Monday 15 September 2014

anni di piombo or cloak and dagger

Prompted by the events and outcome of the Korea War, the US Central Intelligence Agency operating under the aegis of NATO and the Supreme Headquarters Allied Powers Europe (SHAPE) coordinated with Western European intelligence agencies to raise a secret “stay-behind” paramilitary force, whose sleeper cells were to be activated in the event of a Soviet invasion to bolster a resistance movement.

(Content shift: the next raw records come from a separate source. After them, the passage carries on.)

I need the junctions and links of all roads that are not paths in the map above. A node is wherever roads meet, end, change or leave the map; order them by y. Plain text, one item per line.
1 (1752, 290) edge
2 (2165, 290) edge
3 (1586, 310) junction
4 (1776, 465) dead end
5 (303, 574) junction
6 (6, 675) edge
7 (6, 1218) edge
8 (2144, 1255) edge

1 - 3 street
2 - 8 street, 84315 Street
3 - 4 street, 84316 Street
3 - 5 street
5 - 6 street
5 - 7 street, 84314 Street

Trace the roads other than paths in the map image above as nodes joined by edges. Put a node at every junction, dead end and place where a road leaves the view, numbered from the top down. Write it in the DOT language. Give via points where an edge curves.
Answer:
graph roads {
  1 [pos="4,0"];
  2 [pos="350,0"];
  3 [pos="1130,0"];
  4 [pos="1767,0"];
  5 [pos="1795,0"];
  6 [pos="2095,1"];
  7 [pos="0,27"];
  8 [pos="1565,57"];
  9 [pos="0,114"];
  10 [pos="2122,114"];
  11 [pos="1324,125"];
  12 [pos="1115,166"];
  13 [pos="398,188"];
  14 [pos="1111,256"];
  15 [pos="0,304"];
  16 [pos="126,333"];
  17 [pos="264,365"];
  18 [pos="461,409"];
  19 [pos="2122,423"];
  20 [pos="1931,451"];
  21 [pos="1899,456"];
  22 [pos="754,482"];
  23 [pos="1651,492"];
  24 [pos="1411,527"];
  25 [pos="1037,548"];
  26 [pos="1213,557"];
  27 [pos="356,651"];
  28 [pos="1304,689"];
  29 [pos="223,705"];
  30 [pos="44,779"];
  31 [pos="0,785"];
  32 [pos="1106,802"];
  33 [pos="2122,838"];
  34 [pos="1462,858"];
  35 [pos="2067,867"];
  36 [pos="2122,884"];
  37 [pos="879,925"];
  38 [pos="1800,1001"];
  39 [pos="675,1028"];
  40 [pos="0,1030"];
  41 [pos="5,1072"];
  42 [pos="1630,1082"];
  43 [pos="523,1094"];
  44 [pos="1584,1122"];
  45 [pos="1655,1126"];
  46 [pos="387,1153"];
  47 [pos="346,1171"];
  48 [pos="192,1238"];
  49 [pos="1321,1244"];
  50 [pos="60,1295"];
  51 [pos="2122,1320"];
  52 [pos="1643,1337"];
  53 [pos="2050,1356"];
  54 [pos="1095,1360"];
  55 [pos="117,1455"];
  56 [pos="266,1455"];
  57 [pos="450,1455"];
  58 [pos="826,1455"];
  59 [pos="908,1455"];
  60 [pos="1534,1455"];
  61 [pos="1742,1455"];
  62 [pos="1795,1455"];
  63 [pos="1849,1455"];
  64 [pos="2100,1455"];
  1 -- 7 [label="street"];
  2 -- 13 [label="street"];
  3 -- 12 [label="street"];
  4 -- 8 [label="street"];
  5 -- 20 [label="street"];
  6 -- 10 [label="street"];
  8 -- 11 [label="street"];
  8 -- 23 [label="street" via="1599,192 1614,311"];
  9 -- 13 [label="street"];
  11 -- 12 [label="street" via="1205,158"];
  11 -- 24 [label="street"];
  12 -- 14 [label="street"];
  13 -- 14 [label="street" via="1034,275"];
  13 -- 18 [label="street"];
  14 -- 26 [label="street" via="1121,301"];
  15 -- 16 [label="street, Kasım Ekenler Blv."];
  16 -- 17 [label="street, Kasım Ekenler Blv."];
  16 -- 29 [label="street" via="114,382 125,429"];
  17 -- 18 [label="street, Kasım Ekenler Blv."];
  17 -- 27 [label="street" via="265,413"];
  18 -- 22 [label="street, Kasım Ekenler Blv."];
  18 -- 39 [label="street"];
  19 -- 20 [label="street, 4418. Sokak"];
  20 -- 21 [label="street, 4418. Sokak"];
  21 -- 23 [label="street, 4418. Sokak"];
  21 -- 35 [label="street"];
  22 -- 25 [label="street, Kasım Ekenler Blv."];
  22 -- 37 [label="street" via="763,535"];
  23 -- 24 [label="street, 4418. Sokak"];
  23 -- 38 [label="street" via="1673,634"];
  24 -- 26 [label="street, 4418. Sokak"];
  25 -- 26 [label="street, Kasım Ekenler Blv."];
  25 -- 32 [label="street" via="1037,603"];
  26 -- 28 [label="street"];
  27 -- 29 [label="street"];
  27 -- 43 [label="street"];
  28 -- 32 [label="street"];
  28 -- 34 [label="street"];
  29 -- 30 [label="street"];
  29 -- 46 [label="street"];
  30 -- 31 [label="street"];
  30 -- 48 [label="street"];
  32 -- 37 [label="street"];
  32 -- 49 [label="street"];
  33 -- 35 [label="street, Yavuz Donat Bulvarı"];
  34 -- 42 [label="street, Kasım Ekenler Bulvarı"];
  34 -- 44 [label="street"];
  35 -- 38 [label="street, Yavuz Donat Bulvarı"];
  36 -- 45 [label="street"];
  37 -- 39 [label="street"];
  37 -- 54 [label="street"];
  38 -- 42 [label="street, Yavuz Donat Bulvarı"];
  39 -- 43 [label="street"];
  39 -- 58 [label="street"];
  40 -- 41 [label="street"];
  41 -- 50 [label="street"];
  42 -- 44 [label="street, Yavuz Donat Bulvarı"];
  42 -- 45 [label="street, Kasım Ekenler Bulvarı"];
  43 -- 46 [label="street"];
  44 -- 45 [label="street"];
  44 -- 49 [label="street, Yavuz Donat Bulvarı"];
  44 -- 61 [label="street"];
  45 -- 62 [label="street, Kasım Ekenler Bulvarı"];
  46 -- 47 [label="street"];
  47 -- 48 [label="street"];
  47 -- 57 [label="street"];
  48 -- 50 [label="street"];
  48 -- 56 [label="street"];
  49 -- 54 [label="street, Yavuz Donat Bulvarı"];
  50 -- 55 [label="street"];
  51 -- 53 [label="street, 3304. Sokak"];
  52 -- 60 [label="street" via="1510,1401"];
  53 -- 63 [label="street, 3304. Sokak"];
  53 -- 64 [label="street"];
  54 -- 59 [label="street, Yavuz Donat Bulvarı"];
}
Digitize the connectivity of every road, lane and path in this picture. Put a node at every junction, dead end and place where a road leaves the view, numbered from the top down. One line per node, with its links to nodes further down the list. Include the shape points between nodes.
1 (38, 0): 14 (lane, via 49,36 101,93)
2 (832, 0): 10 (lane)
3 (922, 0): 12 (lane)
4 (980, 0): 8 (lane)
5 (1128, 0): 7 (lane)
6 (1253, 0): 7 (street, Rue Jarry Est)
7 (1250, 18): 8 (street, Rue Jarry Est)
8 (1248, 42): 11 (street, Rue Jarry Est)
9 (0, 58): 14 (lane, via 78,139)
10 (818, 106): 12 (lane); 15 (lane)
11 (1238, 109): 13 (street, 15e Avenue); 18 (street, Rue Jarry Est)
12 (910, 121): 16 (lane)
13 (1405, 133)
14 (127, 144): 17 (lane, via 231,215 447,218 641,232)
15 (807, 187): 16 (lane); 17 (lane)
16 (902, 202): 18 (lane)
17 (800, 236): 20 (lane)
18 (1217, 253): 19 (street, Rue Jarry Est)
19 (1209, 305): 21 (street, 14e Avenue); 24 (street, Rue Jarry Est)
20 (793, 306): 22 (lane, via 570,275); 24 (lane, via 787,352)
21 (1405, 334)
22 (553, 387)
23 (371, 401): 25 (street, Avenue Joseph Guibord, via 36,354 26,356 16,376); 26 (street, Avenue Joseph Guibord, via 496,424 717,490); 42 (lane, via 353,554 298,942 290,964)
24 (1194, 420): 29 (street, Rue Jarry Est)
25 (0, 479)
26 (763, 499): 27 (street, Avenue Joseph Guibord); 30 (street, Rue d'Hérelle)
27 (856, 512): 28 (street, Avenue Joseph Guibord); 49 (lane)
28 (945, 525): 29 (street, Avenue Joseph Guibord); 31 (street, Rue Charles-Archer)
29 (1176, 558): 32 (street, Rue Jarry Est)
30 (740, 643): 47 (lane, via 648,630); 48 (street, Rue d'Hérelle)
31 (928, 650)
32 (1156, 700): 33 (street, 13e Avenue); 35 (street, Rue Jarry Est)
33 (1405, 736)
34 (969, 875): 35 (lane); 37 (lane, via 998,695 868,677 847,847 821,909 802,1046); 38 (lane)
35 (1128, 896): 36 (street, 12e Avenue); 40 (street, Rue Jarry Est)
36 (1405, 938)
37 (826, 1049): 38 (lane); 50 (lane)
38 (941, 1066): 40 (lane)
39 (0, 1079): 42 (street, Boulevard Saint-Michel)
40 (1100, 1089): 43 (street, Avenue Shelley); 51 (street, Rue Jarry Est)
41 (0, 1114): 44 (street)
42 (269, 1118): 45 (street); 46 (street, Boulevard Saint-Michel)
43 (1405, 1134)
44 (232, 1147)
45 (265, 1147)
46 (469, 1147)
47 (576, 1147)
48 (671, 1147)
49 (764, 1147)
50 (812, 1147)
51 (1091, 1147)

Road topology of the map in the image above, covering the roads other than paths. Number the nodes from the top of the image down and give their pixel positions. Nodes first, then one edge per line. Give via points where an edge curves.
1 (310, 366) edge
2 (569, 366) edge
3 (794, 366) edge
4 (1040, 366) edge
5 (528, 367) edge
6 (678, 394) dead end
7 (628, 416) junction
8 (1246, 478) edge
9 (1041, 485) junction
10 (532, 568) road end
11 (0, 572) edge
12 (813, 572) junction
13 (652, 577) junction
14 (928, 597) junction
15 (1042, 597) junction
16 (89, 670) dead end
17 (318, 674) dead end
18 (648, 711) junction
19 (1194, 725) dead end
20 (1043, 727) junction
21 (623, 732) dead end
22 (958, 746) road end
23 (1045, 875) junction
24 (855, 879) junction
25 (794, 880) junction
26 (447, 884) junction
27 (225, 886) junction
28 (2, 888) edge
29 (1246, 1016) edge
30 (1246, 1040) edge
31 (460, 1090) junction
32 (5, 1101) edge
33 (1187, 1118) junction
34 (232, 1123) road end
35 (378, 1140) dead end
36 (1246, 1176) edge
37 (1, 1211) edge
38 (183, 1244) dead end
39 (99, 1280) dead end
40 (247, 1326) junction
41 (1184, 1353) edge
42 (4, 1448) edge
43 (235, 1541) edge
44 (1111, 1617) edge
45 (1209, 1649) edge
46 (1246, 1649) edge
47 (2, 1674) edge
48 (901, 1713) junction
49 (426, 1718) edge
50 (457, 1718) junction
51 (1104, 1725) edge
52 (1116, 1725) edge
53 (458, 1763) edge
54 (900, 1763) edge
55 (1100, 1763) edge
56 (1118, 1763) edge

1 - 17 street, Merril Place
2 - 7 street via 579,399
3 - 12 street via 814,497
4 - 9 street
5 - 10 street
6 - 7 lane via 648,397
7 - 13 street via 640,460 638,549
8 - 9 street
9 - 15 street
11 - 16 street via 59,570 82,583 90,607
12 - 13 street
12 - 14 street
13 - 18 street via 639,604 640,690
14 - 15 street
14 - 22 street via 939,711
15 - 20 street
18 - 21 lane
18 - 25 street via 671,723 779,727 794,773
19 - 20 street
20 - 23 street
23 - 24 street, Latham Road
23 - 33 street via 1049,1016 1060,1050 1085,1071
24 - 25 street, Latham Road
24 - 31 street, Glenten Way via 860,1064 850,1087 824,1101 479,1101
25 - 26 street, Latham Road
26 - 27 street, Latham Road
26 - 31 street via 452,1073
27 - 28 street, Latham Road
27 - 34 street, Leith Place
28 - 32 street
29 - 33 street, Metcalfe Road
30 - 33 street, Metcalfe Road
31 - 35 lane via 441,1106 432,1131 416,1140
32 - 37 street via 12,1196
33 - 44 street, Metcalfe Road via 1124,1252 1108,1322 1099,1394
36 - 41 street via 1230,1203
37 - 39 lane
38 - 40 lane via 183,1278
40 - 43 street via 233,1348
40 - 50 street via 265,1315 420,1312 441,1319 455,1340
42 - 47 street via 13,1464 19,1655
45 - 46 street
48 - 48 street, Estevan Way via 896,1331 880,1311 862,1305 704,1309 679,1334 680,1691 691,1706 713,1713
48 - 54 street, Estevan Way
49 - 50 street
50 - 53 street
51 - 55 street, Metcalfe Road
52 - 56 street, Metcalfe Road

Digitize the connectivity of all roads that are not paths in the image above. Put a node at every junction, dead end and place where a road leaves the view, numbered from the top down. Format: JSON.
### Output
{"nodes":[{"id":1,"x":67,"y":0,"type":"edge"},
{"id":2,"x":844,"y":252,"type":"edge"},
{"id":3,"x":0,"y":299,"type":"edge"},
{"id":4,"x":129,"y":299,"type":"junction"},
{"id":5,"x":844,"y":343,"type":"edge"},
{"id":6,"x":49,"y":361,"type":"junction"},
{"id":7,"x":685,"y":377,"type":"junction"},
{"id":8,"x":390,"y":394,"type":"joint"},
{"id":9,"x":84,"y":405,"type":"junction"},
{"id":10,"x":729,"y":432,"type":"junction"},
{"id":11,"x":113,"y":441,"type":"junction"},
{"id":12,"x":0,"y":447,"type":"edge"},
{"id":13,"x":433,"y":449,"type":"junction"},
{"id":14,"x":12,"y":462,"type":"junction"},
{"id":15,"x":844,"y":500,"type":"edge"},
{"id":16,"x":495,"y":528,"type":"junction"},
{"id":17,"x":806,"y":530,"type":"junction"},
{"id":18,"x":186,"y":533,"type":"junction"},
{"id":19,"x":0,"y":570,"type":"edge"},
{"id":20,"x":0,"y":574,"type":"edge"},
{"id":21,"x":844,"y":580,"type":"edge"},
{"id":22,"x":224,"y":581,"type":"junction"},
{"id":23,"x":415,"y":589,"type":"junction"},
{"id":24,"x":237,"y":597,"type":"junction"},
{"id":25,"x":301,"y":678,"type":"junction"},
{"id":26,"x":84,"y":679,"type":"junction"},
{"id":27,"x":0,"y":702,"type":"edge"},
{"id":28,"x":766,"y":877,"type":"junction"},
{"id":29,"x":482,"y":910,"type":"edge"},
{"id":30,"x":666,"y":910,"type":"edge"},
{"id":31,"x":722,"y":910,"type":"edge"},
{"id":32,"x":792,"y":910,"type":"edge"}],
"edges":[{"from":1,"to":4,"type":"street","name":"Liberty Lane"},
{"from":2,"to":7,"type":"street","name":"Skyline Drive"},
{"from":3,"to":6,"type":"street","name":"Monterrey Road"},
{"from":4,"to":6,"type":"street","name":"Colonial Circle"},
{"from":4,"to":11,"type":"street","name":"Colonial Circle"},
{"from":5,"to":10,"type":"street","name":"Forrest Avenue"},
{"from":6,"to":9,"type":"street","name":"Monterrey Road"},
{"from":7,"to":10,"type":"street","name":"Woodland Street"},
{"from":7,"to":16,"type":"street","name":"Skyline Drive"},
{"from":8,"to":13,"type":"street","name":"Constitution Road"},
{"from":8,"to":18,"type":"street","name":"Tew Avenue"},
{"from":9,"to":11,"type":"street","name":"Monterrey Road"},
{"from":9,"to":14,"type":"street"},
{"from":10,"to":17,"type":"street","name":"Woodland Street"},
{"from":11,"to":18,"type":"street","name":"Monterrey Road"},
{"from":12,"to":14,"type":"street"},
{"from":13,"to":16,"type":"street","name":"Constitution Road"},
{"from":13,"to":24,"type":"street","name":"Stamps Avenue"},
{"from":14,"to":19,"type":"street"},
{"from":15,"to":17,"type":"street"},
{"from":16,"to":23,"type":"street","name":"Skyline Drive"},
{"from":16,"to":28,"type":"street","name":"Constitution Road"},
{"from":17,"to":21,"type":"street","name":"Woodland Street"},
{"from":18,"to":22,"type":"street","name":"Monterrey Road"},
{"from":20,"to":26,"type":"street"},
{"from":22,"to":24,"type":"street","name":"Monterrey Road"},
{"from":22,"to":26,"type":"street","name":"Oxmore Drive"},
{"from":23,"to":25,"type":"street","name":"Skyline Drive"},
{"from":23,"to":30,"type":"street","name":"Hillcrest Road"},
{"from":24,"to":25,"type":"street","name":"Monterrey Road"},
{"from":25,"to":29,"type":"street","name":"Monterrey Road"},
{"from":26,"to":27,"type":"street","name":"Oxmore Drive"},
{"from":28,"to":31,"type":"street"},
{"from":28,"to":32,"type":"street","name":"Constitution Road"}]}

The existence and scope of these units remained unknown until October of 1990, just weeks after the reunification of Germany and the dissolution of the Soviet Union, with the revelation of the prime minister of Italy and admission of a project under the codename Operation Gladio (from the Latin gladius, a short double-edged sword and standard issue for Legionnaires). Although involvement in the political turmoil and terrorism that characterized Italy’s civic landscape from the 1960s through the mid-1980s (called the Years of Lead for the bombings) was quickly downplayed and then ruled-out completely, as the international reach and collusion of the organizations became known—it went by different handles in each country where it was based but the Italian guise, Operation Gladio, became convenient short-hand for similarly vetted groups, and particularly because the social unrest and left-wing violence was especially tumultuous in Italy—attention turned back to the potential for governmental manipulation and intimidation. Other alleged undertakings seemed only for engendering chaos, a pact of panic to justify those security measures, suspicions and misgivings long since become a habit. Never deployed in response to an invasion nor ever the subject of deep political scrutiny even after the disclosure, there was of course the incentive to turn a defensive stance into an offensive posture and keep certain elements, socialist or left-leaning, out of European politics. Such Machiavellian mission drift is a common occurrence, and the US has remained evasive on the clandestine ventures that went on for decades. The fact that the tactics that the operatives reputedly employed comes from a playbook, a field manual, that was a supposed hoax leaked by the Soviets to members of the press willing to bite that outlines the strategic tensors of propaganda and terror is a just a rehashing of previous disinformation campaigns, the US maintains, does not mean that there is not something beneath this recursiveness and divestment. The legacy of Operation Gladio is poorly defined and often forgotten—indeed most referenced as an analogy—but does appear in reporting from time to time.